--- Problem description ---
Supply the number of lines in the data below that hold "roads", and let that number be the whole answer.

Collected data:
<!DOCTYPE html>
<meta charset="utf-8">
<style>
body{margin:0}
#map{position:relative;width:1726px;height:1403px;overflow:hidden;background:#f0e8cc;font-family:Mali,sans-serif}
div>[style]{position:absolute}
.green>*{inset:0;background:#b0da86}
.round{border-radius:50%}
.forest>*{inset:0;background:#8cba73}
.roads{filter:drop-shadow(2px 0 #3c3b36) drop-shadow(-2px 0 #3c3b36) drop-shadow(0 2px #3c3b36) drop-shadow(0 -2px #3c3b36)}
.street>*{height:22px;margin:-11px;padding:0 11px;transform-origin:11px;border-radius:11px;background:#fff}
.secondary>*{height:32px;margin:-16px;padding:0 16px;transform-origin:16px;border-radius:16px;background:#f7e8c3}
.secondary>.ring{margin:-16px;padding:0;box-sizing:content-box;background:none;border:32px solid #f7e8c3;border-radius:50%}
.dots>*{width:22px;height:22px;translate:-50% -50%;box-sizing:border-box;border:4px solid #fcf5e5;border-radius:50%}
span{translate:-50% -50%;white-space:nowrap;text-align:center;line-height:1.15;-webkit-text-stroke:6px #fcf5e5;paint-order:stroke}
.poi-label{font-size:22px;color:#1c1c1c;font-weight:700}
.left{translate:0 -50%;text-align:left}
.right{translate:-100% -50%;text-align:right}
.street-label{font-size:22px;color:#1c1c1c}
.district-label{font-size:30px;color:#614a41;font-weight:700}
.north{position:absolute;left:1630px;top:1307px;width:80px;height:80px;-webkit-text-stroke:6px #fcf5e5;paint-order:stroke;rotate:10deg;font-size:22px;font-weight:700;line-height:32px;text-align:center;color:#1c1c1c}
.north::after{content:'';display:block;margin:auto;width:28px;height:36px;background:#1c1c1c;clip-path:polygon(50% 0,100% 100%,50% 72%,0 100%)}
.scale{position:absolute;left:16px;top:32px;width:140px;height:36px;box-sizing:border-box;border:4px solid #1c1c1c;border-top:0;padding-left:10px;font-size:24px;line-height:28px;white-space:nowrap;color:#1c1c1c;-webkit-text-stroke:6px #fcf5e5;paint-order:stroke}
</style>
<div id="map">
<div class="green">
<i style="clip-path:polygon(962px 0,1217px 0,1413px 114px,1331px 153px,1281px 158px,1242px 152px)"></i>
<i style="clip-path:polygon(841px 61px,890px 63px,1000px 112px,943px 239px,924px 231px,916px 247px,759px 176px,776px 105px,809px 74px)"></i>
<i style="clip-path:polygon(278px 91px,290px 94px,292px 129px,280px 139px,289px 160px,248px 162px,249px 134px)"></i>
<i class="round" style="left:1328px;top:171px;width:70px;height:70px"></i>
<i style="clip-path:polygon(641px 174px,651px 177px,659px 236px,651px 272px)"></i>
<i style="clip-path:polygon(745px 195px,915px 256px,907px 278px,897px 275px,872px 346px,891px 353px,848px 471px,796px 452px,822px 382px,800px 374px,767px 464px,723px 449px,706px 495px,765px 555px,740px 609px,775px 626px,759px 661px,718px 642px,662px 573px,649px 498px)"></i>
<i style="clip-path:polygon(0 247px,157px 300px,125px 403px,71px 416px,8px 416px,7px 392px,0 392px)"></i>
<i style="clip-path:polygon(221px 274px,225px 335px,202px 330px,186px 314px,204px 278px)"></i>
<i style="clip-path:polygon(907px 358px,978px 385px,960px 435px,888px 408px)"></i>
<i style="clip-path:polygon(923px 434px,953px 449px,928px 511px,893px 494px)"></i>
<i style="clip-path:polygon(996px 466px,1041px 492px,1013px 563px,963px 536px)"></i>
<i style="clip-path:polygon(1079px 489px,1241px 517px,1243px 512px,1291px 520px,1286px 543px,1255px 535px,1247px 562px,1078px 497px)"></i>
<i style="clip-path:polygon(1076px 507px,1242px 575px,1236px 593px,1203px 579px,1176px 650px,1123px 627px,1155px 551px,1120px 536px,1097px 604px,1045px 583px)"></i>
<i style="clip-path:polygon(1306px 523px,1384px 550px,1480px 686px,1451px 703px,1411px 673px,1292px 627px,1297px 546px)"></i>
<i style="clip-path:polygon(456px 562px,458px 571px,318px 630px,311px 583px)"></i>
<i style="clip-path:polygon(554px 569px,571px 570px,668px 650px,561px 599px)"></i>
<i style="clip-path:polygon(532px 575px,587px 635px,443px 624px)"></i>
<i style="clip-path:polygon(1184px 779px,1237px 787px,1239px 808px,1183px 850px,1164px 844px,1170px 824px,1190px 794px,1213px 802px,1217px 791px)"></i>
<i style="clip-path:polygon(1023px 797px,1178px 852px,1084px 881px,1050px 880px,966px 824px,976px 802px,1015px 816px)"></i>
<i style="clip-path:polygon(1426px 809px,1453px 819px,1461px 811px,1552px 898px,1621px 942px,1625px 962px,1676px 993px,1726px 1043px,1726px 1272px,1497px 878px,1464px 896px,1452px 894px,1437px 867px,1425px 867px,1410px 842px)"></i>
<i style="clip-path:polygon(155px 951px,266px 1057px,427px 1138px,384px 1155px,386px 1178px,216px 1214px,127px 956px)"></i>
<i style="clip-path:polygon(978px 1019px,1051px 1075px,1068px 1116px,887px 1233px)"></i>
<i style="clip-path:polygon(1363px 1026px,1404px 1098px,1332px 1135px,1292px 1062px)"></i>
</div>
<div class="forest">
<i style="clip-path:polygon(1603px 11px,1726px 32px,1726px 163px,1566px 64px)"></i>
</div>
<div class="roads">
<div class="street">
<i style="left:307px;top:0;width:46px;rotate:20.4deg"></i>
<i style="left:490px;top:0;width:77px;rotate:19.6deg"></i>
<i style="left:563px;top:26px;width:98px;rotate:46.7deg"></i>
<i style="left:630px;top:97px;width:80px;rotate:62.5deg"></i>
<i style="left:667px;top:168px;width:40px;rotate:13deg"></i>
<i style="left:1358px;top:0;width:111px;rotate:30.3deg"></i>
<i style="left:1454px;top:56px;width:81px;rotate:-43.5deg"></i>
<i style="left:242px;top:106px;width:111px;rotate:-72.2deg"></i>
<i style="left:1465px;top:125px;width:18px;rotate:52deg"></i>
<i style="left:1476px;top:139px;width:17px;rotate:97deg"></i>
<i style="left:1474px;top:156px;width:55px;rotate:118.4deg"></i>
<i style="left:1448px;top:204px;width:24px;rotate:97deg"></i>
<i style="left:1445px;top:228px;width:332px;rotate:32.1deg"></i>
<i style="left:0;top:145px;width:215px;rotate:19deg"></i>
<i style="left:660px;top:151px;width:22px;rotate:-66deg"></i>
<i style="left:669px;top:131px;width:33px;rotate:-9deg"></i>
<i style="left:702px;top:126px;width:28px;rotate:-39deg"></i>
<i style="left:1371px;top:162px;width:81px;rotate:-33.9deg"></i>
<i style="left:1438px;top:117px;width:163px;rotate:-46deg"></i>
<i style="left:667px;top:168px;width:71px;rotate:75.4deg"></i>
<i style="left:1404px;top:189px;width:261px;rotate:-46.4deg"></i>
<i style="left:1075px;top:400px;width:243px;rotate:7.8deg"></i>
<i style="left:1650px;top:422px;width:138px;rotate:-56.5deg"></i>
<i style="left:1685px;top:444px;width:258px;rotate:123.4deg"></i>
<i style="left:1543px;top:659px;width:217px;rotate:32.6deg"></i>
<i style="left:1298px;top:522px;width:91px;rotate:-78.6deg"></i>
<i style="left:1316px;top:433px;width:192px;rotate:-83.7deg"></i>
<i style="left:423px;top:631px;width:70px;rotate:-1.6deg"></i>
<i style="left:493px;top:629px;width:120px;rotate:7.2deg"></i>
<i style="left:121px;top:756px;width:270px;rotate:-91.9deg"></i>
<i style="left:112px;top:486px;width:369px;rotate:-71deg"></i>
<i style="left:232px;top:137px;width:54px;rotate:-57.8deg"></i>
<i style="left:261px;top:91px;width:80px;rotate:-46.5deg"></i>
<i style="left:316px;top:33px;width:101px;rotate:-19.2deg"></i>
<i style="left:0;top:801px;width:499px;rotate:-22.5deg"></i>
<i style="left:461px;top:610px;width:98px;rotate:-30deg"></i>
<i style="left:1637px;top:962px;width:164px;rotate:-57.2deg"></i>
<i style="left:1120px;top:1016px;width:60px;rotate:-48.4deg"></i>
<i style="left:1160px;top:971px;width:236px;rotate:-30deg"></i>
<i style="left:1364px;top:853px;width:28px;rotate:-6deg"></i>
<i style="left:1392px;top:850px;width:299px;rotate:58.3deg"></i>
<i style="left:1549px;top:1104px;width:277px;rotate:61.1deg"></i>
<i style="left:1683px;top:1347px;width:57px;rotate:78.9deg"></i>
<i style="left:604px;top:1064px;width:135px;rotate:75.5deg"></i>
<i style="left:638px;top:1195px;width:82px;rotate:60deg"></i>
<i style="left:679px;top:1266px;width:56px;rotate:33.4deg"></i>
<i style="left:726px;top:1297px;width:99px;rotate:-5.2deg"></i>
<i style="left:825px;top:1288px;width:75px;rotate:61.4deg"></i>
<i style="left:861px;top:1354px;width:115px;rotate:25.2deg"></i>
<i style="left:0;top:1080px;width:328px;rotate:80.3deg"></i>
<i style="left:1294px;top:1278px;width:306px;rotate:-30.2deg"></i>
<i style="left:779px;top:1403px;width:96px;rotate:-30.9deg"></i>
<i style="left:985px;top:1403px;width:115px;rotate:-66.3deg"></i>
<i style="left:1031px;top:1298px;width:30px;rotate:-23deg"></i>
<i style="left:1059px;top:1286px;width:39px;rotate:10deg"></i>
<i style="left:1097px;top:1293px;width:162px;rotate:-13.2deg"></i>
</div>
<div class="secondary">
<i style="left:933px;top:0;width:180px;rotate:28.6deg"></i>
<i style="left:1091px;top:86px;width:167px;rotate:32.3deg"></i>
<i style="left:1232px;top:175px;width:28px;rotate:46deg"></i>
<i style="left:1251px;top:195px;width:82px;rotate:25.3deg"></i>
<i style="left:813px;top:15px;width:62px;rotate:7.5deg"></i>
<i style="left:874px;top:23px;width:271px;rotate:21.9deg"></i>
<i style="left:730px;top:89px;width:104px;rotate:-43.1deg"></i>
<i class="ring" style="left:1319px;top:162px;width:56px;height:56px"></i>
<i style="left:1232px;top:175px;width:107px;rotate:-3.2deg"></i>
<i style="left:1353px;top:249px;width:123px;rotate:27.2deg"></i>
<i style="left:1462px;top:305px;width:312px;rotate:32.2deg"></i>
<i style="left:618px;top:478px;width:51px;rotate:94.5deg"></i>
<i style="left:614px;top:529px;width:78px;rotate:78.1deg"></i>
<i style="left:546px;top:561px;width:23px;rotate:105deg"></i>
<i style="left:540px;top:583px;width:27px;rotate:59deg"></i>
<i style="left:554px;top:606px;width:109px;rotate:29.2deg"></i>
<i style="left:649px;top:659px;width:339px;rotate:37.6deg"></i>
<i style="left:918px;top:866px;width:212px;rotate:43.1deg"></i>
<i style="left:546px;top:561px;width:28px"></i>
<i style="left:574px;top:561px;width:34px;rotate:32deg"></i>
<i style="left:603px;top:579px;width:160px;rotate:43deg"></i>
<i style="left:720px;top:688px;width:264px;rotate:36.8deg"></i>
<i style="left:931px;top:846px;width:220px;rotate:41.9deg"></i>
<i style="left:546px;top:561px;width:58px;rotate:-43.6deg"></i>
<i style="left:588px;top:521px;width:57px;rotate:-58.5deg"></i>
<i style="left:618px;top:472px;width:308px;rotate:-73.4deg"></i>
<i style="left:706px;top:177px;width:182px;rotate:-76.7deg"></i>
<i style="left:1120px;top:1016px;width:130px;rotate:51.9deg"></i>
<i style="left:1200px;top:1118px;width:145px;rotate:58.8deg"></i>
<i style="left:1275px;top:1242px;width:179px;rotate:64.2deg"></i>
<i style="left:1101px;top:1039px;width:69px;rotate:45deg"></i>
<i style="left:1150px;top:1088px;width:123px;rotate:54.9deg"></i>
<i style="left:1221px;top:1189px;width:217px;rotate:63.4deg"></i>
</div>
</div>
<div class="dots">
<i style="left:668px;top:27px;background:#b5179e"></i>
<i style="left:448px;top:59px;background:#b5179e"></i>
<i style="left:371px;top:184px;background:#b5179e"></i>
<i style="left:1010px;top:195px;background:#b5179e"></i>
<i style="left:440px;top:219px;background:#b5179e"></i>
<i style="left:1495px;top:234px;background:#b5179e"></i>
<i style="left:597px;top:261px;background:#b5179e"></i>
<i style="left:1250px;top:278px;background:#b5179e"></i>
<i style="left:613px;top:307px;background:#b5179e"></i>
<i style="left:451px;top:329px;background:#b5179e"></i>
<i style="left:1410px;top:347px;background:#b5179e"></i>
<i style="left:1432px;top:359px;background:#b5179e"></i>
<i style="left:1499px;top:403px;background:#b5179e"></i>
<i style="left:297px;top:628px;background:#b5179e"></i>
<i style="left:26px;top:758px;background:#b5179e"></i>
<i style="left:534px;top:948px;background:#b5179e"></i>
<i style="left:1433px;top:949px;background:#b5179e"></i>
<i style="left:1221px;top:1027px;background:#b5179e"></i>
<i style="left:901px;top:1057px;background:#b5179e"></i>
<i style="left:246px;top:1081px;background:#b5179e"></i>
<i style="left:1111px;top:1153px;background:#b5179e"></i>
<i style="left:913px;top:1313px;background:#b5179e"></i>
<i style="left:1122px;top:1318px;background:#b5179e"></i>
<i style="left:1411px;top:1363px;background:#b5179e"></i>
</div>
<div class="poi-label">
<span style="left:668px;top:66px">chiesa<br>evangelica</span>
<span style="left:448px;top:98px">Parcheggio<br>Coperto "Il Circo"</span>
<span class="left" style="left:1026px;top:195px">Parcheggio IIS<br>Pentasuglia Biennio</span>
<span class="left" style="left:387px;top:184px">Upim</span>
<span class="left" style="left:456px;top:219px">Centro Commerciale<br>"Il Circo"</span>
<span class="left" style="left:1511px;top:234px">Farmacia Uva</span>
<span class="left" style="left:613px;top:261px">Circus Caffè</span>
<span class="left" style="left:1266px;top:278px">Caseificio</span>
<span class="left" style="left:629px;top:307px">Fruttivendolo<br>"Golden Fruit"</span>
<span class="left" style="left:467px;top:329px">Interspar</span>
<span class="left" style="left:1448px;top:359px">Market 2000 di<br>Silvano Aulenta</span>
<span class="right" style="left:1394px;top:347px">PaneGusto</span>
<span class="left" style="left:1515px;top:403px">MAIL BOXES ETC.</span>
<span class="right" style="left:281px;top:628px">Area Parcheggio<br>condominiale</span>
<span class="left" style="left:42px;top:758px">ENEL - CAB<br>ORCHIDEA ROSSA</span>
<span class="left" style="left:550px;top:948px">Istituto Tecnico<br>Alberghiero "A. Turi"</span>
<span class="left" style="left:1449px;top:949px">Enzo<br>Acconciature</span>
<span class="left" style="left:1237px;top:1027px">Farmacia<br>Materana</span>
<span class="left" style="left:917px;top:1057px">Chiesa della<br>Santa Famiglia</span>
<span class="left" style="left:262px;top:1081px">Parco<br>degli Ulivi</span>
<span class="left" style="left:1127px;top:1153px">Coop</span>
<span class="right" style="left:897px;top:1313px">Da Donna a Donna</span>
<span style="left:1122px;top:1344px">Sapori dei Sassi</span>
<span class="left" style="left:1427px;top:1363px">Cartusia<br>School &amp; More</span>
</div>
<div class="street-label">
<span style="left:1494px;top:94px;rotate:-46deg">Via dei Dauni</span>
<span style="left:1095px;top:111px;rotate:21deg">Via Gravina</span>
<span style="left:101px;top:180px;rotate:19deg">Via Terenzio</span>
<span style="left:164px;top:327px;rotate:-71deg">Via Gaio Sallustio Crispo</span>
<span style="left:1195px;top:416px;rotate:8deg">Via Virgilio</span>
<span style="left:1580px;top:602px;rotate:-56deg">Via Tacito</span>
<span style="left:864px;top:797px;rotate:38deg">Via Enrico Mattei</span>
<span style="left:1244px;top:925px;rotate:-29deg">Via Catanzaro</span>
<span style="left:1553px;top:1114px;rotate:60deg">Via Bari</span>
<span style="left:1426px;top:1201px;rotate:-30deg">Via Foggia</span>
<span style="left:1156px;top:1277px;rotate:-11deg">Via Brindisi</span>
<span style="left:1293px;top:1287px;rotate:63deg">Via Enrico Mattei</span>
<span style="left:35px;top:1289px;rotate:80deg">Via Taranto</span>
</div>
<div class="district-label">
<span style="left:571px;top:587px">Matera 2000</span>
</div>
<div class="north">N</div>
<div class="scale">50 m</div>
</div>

--- Solution for this task ---
2